According to our text, the early twentieth century saw a momentary enthusiasm for remembering Douglass as one of the most memorable and formidable anti-slavery speakers, lecturers, and intellects. However, it was not until the 1960s, in which the nation saw a cry for Black Studies programs in colleges and universities, that the life and work of Frederick Douglass was reconsidered. In a rare instance, the African American publication, Ebony magazine published an article on Douglass. The post-modern era of Civil Rights Activism caused black intellectuals to cast a backward glance at the endeavors of their forebears. The article began:

"Born a slave, he escaped to freedom while still young and devoted a long and fruitful life to the winning of freedom for all Negroes. A fervent integrationist, he was the first of the 'freedom riders' and 'sit iners.' He felt that true freedom could not com for him until all Negroes were free and equal" (Ebony Magazine, 1963).

Born in Talbot County in about 1818 to Harriet Bailey and an "unknown white man," Frederick Douglass emerged from the brutality and subjugation of slavery to become one of this nation's most revered activists, reformers, abolitionists, and statesmen (Gates 385). Our text points out that James McHune Smith, a physician and contemporary of Douglass's in the Abolitionist movement, described Douglass as a "'noble example'" of American perseverence and self-actualization. Douglass moved audiences with his eloquence and oratory, which he delivered while still under the threat of recapture. The speaker casts an ironic figure against the spectre of the stated goals of American independence: Douglass was the very epitome of the self-made individual who elevated himself from the depths of bondage, to freedom.

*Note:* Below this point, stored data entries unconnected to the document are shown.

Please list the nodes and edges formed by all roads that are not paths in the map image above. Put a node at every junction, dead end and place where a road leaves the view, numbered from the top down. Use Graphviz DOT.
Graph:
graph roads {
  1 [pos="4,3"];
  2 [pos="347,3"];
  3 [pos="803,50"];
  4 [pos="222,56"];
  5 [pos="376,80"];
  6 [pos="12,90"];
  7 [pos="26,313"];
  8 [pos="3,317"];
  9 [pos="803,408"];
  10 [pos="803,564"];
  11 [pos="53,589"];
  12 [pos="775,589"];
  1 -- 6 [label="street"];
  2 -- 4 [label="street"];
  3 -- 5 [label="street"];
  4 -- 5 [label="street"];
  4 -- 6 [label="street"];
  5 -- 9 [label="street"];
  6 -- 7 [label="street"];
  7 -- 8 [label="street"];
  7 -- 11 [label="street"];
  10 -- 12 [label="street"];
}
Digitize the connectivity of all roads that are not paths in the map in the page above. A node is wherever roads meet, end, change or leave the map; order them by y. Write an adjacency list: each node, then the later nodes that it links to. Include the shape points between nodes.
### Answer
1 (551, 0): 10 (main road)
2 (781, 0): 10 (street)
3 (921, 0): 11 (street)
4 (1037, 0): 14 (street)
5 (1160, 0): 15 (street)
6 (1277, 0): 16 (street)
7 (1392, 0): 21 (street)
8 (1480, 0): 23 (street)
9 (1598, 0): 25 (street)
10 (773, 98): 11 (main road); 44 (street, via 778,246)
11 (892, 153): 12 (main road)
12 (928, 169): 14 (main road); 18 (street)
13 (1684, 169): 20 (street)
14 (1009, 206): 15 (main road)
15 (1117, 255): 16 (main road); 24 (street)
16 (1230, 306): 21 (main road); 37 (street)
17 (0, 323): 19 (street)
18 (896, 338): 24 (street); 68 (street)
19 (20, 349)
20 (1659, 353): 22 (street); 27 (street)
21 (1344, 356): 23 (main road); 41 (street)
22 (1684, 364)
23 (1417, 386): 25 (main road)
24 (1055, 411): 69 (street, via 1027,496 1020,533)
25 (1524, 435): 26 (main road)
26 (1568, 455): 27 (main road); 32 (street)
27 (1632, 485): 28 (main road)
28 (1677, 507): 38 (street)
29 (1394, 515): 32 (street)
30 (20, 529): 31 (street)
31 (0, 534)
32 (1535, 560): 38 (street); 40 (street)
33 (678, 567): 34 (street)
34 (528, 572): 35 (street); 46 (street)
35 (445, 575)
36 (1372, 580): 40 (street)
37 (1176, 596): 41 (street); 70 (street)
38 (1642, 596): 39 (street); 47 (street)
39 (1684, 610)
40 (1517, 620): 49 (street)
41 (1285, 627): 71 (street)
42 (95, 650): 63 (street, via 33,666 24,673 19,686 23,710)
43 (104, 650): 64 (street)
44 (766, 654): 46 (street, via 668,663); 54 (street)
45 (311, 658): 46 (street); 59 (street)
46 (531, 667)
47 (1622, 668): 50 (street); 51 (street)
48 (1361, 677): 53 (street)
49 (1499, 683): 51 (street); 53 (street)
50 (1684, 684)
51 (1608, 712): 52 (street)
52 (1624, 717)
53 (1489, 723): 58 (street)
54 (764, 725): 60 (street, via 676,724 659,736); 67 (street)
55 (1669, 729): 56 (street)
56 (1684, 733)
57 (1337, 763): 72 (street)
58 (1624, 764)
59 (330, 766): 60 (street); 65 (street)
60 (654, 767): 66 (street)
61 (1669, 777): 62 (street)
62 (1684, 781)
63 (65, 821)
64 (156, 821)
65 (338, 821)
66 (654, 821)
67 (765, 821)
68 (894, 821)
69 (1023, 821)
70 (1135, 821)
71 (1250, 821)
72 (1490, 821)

The Narrative of the Life of Frederick Douglass, Written by Himself was the author's first autobiography published in 1845; the subtitle assuming even greater significance as its author battled against assumptions that a black man was incapable of intellectual thought or reflection. Ten years later, following a disagreement with abolitionist journalist William Lloyd Garrison, he would republish his biography under the title My Bondage and My Freedom. The second narrative, which includes the addendum of his life as an orator for human rights, is comparatively a more trenchant, reflective, and philosophical review of Douglass's life in slavery. In it, he recounts numerous remembrances of the horrors of physical abuse which he himself bore; and the abuse he witnessed of others, particularly women.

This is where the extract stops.